Я зову отца, который вышел в коридор.
– Что было в этой комнате раньше?
– Ничего, – говорит он через плечо. – Я никогда не заходил туда.
* * *
Следующим утром я просыпаюсь в шесть утра. В доме тишина. Я натягиваю шорты и футболку. Чувствуя себя нарушителем границ, спускаюсь на цыпочках по лестнице. Однако Фредерик уже сидит на диване.
– Смена часовых поясов, да? – спрашивает он, его волосы растрепаны. – Пойдем прогуляемся по пляжу.
Я иду за ним на улицу. На углу Фредерик поворачивает налево. Затем я вижу океан – синюю зазубрину между зданиями, которые тянутся вдоль холма. Нам приходится пройти по бетонной лесенке и мимо маленькой торговой улочки, чтобы добраться до пляжа.
Понимаю, почему он живет здесь. Здесь шикарно, и можно всюду добраться пешком.
– О, – говорит он, когда мы доходим до песка. – Это другое дело.
Я снимаю ботинки и позволяю песку обнять мои ступни. Океанский бриз прохладный, он заставляет волосы на моих руках вставать дыбом. Люди на тротуаре за нами гуляют с собаками. А еще видны бегуны и велосипедисты на дорожке, тянущейся параллельно океану.
Но песок простирается на несколько километров, и почти никого нет.
Под лавандовым небом я чувствую, будто переместилась в чужую жизнь. Словно я попала сюда во сне.
* * *
Мы покупаем кофе, а потом заходим в продуктовый магазин по соседству. Фредерик кладет несколько упаковок в миниатюрную тележку.
– Апельсиновый сок, бейглы, творожный сыр, пиво, – говорит он. – Должно хватить.
Он разворачивает тележку к кассе.
– Где ты покупаешь еду? – спрашиваю я.
Он указывает на бейглы.
– Я только что купил. Ты имеешь в виду на потом?
Киваю.
– Для этого есть рестораны.
– Серьезно?
– Что еще ты хочешь?
– Хлеб, что-нибудь для сэндвичей. Что-нибудь для салата.
Он разворачивает тележку.
– Понял.
Я кладу виноград и клубнику в тележку. Выбираю листовой салат и помидоры, сыр «Фета» и коробку мюсли. Цены ужасные, но это должно быть дешевле, чем заказывать. Фредерик ходит за мной с озадаченным лицом, попивая свой кофе.
«Музыканты никогда не взрослеют», – сказала мама однажды, когда я умоляла ее сказать причину его отсутствия. Это была одна из тех крупиц информации, которую мать выдала мне относительно Фредерика.
Я положила в тележку бутылку молока, раздумывая, что же случилось между ними. И буду ли я когда-нибудь доверять Фредерику настолько, чтобы спросить.
* * *
Позже в этот же день дом наполняется музыкантами. С лестницы слышу, как Фредерик приветствует их.
– Вечеринка окончена, Эрни! Теперь возвращаемся к работе. Боже, Арт. Я не уверен насчет этих усов.
– Я к ним привык, – следует ответ.
Новый звонок в дверь, а затем ребята внизу приветствуют кого-то по имени Генри. Тот самый печально известный Генри – боксерская груша моего отца. Не могу не подслушивать, пока они общаются.

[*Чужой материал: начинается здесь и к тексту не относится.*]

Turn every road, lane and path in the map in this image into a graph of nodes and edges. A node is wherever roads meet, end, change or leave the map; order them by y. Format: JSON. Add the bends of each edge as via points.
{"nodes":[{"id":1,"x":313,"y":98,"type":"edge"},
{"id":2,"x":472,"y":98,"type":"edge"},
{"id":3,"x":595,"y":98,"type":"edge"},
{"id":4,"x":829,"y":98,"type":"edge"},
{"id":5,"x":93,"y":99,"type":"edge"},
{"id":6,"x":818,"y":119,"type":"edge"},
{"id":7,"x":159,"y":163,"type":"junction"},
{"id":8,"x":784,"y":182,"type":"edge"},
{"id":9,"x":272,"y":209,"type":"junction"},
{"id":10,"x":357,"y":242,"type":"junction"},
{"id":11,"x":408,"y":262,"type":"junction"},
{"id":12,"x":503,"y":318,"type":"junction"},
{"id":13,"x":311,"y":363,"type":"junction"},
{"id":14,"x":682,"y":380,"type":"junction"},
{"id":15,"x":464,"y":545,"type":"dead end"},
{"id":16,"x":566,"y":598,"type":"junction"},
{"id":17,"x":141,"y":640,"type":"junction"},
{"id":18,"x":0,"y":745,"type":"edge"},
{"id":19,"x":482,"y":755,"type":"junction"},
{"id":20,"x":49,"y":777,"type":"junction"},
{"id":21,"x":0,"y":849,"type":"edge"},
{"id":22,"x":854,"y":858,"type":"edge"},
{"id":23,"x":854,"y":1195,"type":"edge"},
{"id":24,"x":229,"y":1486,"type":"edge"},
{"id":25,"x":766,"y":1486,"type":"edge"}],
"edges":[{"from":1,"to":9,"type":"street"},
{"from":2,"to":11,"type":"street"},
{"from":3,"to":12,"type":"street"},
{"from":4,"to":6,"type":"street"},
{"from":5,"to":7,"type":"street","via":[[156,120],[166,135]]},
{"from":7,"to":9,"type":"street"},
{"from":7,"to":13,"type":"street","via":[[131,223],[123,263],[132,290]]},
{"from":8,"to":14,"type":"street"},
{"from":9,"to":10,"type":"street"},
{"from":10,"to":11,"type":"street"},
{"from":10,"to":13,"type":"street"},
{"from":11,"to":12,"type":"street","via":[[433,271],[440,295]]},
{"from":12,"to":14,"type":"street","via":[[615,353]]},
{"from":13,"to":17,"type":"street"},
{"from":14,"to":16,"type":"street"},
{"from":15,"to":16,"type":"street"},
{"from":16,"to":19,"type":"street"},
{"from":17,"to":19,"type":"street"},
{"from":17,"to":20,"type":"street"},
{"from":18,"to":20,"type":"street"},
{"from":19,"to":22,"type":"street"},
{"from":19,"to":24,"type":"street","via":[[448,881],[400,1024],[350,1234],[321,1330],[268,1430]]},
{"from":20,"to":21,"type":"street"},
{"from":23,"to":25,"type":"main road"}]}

– Давайте сделаем фото, – говорит Генри. – Давно не было лица Фредди в «Инстаграме».
– Боже, – ворчит отец. – Гребаный мир перестанет вращаться, если ты не выложишь новую фотку.
– Заткнись и обними Эрни. Другой рукой. Я не хочу видеть руку, которую ты якобы лечил.
– Можешь просто сломать ее на самом деле, чтобы выглядело зашибись, – говорит кто-то, и я слышу, как отец смеется.
Я тяну время, суша волосы и раскладывая свои вещи. Когда мне больше нечего делать наверху, кладу в карман кошелек и спускаюсь по лестнице как можно тише. Но когда все видят меня на нижних ступеньках, беседа прерывается.